** Exercise prompt **
Note how many lines in the material have "Montagne", and give only that figure.
(Listed entries begins)
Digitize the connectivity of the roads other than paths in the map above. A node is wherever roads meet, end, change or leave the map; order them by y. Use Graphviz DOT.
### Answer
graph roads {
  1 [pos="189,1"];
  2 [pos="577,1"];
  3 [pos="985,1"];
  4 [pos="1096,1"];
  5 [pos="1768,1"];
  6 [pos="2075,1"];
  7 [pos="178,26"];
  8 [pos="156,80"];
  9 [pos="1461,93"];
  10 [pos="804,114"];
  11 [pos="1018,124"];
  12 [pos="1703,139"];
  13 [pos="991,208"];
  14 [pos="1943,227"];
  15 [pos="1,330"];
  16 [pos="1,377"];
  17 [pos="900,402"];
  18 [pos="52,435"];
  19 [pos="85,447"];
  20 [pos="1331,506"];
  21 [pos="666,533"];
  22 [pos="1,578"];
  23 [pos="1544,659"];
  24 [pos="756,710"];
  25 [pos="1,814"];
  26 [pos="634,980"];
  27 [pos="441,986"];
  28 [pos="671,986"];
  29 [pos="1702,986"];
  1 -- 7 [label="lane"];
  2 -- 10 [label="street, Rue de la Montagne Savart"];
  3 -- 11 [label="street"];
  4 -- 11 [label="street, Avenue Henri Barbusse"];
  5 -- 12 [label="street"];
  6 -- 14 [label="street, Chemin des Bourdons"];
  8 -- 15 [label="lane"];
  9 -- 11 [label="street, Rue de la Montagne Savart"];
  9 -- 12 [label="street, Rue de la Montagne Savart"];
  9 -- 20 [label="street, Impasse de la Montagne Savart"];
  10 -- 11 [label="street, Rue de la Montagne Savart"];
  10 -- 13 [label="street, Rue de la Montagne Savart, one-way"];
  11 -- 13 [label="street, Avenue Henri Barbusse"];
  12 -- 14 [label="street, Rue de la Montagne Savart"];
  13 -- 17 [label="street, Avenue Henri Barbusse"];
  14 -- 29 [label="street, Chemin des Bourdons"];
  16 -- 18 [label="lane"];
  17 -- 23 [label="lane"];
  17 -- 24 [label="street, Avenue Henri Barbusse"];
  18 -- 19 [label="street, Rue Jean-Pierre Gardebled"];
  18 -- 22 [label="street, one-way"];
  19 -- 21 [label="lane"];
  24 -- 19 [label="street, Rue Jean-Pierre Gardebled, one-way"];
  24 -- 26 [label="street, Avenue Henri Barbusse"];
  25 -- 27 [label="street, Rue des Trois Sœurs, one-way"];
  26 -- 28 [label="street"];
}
(Listed entries ends)
** Finished task **
7